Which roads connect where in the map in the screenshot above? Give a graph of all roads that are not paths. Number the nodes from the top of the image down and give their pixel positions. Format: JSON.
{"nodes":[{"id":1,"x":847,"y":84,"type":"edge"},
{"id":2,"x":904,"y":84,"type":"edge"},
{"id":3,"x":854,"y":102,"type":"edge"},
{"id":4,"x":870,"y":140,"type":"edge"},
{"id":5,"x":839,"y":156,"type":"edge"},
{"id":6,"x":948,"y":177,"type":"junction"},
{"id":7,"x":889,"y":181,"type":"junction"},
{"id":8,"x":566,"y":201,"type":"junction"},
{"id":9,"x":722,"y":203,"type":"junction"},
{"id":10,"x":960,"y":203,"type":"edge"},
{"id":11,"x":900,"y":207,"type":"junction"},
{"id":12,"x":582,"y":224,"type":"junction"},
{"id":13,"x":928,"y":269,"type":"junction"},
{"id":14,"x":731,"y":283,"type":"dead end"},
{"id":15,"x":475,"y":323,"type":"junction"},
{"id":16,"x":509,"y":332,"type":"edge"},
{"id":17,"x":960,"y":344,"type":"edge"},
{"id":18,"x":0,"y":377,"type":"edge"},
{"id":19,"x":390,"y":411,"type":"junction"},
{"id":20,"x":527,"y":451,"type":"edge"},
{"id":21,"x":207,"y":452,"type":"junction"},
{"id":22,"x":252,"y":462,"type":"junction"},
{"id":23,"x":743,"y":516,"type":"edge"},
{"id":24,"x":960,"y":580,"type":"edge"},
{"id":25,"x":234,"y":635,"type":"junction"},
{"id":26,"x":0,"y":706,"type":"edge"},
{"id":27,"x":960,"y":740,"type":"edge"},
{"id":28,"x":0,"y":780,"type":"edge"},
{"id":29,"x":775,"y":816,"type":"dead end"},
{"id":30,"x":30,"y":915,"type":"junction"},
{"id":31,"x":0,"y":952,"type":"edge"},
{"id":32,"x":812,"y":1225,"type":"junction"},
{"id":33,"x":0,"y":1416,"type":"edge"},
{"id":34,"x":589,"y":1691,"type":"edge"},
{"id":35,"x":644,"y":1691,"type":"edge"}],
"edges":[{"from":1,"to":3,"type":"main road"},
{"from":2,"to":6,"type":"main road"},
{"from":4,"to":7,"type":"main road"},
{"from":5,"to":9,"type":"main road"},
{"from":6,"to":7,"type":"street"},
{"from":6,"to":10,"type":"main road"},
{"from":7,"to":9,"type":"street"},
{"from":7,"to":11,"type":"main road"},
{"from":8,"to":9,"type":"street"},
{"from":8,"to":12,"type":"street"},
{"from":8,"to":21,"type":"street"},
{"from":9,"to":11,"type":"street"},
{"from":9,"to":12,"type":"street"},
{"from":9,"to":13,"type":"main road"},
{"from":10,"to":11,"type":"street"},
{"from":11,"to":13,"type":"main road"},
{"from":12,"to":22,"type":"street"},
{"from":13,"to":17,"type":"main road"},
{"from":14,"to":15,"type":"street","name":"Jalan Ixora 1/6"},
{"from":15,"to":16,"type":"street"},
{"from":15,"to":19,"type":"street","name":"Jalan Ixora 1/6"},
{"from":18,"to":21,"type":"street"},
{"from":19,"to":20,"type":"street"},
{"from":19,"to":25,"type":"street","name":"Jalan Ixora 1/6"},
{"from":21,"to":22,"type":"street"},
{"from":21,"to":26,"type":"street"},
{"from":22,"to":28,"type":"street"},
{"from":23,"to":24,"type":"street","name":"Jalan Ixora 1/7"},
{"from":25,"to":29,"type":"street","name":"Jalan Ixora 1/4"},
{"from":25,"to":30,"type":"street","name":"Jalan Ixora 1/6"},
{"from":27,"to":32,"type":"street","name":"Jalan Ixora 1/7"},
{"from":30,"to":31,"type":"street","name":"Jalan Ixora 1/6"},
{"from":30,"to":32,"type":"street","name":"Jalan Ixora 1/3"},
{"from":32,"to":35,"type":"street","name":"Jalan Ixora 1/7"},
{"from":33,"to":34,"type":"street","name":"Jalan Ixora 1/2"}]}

----

§ **PROMPT**:
Could you copy each line above word for word?

§ **ANSWER TO THIS PROBLEM**:
Which roads connect where in the map in the screenshot above? Give a graph of all roads that are not paths. Number the nodes from the top of the image down and give their pixel positions. Format: JSON.
{"nodes":[{"id":1,"x":847,"y":84,"type":"edge"},
{"id":2,"x":904,"y":84,"type":"edge"},
{"id":3,"x":854,"y":102,"type":"edge"},
{"id":4,"x":870,"y":140,"type":"edge"},
{"id":5,"x":839,"y":156,"type":"edge"},
{"id":6,"x":948,"y":177,"type":"junction"},
{"id":7,"x":889,"y":181,"type":"junction"},
{"id":8,"x":566,"y":201,"type":"junction"},
{"id":9,"x":722,"y":203,"type":"junction"},
{"id":10,"x":960,"y":203,"type":"edge"},
{"id":11,"x":900,"y":207,"type":"junction"},
{"id":12,"x":582,"y":224,"type":"junction"},
{"id":13,"x":928,"y":269,"type":"junction"},
{"id":14,"x":731,"y":283,"type":"dead end"},
{"id":15,"x":475,"y":323,"type":"junction"},
{"id":16,"x":509,"y":332,"type":"edge"},
{"id":17,"x":960,"y":344,"type":"edge"},
{"id":18,"x":0,"y":377,"type":"edge"},
{"id":19,"x":390,"y":411,"type":"junction"},
{"id":20,"x":527,"y":451,"type":"edge"},
{"id":21,"x":207,"y":452,"type":"junction"},
{"id":22,"x":252,"y":462,"type":"junction"},
{"id":23,"x":743,"y":516,"type":"edge"},
{"id":24,"x":960,"y":580,"type":"edge"},
{"id":25,"x":234,"y":635,"type":"junction"},
{"id":26,"x":0,"y":706,"type":"edge"},
{"id":27,"x":960,"y":740,"type":"edge"},
{"id":28,"x":0,"y":780,"type":"edge"},
{"id":29,"x":775,"y":816,"type":"dead end"},
{"id":30,"x":30,"y":915,"type":"junction"},
{"id":31,"x":0,"y":952,"type":"edge"},
{"id":32,"x":812,"y":1225,"type":"junction"},
{"id":33,"x":0,"y":1416,"type":"edge"},
{"id":34,"x":589,"y":1691,"type":"edge"},
{"id":35,"x":644,"y":1691,"type":"edge"}],
"edges":[{"from":1,"to":3,"type":"main road"},
{"from":2,"to":6,"type":"main road"},
{"from":4,"to":7,"type":"main road"},
{"from":5,"to":9,"type":"main road"},
{"from":6,"to":7,"type":"street"},
{"from":6,"to":10,"type":"main road"},
{"from":7,"to":9,"type":"street"},
{"from":7,"to":11,"type":"main road"},
{"from":8,"to":9,"type":"street"},
{"from":8,"to":12,"type":"street"},
{"from":8,"to":21,"type":"street"},
{"from":9,"to":11,"type":"street"},
{"from":9,"to":12,"type":"street"},
{"from":9,"to":13,"type":"main road"},
{"from":10,"to":11,"type":"street"},
{"from":11,"to":13,"type":"main road"},
{"from":12,"to":22,"type":"street"},
{"from":13,"to":17,"type":"main road"},
{"from":14,"to":15,"type":"street","name":"Jalan Ixora 1/6"},
{"from":15,"to":16,"type":"street"},
{"from":15,"to":19,"type":"street","name":"Jalan Ixora 1/6"},
{"from":18,"to":21,"type":"street"},
{"from":19,"to":20,"type":"street"},
{"from":19,"to":25,"type":"street","name":"Jalan Ixora 1/6"},
{"from":21,"to":22,"type":"street"},
{"from":21,"to":26,"type":"street"},
{"from":22,"to":28,"type":"street"},
{"from":23,"to":24,"type":"street","name":"Jalan Ixora 1/7"},
{"from":25,"to":29,"type":"street","name":"Jalan Ixora 1/4"},
{"from":25,"to":30,"type":"street","name":"Jalan Ixora 1/6"},
{"from":27,"to":32,"type":"street","name":"Jalan Ixora 1/7"},
{"from":30,"to":31,"type":"street","name":"Jalan Ixora 1/6"},
{"from":30,"to":32,"type":"street","name":"Jalan Ixora 1/3"},
{"from":32,"to":35,"type":"street","name":"Jalan Ixora 1/7"},
{"from":33,"to":34,"type":"street","name":"Jalan Ixora 1/2"}]}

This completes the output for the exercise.